Task requirements
Range to reproduce from the entries below: the line with "Digitize the connectivity", the line with "Extract the road", and every line in between. Give them exactly and give nothing else.

Data items

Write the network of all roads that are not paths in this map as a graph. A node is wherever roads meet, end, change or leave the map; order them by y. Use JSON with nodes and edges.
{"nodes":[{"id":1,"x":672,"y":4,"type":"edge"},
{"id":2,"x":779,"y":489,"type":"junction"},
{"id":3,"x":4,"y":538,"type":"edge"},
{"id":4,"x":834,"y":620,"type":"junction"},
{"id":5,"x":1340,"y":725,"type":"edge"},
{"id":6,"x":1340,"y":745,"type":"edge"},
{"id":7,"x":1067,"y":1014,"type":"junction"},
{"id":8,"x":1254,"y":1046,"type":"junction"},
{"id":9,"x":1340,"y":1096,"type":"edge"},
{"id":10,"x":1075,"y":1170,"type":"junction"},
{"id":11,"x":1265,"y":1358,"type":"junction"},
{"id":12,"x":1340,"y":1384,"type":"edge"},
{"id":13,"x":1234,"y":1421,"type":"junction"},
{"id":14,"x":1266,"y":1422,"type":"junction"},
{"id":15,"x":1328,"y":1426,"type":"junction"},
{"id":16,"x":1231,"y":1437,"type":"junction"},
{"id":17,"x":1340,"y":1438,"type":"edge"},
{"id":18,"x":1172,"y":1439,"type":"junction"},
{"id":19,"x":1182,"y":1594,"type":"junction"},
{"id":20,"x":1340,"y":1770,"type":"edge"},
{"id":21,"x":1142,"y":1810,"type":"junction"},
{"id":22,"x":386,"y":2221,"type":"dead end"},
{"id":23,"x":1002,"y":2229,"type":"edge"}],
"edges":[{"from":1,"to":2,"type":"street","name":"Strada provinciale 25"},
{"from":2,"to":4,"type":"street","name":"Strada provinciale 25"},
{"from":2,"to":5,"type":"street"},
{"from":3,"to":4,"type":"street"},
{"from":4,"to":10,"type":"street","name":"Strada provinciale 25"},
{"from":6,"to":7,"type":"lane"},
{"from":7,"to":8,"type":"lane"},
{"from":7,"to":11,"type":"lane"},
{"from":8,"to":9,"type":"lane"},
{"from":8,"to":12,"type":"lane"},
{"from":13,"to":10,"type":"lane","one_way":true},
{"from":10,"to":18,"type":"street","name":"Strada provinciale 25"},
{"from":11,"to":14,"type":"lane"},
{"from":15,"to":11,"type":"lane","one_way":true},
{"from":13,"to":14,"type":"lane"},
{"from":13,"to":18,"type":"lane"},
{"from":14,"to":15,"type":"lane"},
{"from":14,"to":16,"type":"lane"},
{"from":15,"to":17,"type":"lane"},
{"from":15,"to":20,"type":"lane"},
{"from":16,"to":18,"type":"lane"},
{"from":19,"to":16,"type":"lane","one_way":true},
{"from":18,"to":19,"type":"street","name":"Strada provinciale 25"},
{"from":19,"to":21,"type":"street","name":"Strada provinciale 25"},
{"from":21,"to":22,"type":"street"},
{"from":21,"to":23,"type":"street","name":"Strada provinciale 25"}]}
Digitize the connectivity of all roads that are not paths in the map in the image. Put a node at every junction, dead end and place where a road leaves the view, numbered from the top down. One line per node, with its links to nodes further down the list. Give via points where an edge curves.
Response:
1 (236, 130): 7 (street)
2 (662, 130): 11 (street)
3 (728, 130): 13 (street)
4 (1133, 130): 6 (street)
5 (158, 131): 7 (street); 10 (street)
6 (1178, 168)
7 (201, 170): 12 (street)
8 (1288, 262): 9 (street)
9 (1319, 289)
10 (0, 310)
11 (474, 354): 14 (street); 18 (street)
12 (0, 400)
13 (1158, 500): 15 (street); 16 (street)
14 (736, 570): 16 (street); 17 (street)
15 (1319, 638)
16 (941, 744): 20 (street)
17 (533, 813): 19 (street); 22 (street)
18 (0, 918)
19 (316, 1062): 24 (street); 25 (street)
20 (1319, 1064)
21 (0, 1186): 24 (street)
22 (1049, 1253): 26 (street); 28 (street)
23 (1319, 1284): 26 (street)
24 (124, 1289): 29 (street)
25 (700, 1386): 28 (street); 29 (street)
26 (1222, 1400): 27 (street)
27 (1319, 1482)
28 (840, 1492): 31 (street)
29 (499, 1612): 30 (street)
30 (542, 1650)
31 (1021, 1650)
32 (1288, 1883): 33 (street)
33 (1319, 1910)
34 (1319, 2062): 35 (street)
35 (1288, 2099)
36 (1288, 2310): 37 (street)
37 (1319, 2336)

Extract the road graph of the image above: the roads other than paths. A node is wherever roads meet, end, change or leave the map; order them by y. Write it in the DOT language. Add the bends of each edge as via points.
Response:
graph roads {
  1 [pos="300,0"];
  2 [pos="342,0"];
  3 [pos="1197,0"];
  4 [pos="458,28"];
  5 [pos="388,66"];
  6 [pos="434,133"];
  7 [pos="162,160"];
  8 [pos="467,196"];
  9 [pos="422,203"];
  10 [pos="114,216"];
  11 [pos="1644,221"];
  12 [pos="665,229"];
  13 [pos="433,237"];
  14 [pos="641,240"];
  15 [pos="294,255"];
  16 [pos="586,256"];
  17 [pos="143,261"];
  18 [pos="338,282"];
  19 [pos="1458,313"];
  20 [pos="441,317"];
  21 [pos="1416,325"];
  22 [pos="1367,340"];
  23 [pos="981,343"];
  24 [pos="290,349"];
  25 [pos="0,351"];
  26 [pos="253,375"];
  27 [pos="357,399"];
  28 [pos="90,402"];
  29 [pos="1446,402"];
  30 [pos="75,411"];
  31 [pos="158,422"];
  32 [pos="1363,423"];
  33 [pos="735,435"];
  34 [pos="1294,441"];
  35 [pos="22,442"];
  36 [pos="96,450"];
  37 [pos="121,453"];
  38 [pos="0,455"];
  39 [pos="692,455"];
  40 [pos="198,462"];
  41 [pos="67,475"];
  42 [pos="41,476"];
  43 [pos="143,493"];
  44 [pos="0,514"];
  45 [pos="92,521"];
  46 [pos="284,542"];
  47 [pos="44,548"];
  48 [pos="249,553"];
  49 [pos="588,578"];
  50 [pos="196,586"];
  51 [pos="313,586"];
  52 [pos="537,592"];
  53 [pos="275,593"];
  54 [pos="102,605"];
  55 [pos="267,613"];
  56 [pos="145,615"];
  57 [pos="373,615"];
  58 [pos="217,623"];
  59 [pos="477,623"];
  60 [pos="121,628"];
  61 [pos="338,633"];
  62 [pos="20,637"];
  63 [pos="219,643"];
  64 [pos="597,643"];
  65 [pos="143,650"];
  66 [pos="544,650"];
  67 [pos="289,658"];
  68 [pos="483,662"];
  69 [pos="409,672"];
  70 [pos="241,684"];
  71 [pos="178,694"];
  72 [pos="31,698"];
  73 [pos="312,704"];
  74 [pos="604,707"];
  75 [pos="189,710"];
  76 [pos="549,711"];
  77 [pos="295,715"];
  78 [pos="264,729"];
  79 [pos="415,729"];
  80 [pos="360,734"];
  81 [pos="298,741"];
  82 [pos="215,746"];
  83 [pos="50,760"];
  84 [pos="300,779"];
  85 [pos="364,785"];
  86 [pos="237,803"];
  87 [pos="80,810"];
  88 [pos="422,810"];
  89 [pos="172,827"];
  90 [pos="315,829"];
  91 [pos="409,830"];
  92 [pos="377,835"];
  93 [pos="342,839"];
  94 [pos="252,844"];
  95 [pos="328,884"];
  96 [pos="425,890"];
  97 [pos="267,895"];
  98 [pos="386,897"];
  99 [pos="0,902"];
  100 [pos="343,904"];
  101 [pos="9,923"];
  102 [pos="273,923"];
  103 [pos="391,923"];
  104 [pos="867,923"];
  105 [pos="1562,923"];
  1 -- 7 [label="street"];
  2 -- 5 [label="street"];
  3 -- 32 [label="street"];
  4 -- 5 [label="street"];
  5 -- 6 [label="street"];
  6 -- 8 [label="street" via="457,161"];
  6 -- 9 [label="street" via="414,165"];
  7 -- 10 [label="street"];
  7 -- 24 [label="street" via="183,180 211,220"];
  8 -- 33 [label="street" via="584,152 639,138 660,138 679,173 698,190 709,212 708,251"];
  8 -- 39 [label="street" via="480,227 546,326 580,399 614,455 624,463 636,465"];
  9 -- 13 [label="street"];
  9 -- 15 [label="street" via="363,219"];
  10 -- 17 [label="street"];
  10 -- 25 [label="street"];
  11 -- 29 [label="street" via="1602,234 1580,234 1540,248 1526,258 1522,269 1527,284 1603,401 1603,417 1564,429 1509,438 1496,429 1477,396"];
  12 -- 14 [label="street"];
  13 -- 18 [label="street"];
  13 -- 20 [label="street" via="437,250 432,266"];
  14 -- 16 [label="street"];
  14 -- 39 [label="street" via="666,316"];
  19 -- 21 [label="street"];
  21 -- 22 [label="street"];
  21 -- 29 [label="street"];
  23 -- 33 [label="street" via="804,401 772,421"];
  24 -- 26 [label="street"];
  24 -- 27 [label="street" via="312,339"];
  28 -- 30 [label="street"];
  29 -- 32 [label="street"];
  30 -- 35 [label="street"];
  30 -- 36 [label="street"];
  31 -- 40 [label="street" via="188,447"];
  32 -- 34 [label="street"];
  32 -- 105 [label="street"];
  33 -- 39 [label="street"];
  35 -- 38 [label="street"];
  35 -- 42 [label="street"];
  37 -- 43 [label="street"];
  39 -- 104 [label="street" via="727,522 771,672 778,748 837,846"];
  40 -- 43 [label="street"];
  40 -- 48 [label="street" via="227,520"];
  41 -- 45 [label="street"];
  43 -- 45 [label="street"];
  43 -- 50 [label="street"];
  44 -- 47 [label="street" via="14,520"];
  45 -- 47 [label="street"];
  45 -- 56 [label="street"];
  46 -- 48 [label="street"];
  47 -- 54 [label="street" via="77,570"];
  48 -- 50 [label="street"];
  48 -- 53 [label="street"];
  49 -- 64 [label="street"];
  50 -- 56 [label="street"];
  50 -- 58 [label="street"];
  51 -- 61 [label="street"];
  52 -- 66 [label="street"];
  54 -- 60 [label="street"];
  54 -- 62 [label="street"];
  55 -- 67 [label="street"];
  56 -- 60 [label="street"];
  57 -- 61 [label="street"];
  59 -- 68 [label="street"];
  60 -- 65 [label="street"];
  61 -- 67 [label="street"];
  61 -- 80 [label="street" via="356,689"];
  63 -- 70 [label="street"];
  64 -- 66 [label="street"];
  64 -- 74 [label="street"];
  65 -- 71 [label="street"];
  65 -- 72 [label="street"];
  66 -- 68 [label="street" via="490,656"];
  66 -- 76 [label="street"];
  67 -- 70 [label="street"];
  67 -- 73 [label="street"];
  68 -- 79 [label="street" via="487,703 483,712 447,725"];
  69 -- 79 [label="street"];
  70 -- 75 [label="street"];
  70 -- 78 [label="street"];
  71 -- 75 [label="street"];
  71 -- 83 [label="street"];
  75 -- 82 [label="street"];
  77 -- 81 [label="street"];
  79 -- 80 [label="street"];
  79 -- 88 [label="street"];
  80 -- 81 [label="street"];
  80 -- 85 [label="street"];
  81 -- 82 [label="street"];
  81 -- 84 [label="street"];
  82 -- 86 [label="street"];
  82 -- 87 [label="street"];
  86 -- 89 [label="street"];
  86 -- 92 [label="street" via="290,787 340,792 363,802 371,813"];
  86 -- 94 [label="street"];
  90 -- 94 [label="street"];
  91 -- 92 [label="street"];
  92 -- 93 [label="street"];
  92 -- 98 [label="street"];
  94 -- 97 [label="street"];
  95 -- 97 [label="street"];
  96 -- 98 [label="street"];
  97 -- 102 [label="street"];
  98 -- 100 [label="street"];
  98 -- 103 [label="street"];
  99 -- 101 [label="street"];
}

The answer
Digitize the connectivity of all roads that are not paths in the map in the image. Put a node at every junction, dead end and place where a road leaves the view, numbered from the top down. One line per node, with its links to nodes further down the list. Give via points where an edge curves.
Response:
1 (236, 130): 7 (street)
2 (662, 130): 11 (street)
3 (728, 130): 13 (street)
4 (1133, 130): 6 (street)
5 (158, 131): 7 (street); 10 (street)
6 (1178, 168)
7 (201, 170): 12 (street)
8 (1288, 262): 9 (street)
9 (1319, 289)
10 (0, 310)
11 (474, 354): 14 (street); 18 (street)
12 (0, 400)
13 (1158, 500): 15 (street); 16 (street)
14 (736, 570): 16 (street); 17 (street)
15 (1319, 638)
16 (941, 744): 20 (street)
17 (533, 813): 19 (street); 22 (street)
18 (0, 918)
19 (316, 1062): 24 (street); 25 (street)
20 (1319, 1064)
21 (0, 1186): 24 (street)
22 (1049, 1253): 26 (street); 28 (street)
23 (1319, 1284): 26 (street)
24 (124, 1289): 29 (street)
25 (700, 1386): 28 (street); 29 (street)
26 (1222, 1400): 27 (street)
27 (1319, 1482)
28 (840, 1492): 31 (street)
29 (499, 1612): 30 (street)
30 (542, 1650)
31 (1021, 1650)
32 (1288, 1883): 33 (street)
33 (1319, 1910)
34 (1319, 2062): 35 (street)
35 (1288, 2099)
36 (1288, 2310): 37 (street)
37 (1319, 2336)

Extract the road graph of the image above: the roads other than paths. A node is wherever roads meet, end, change or leave the map; order them by y. Write it in the DOT language. Add the bends of each edge as via points.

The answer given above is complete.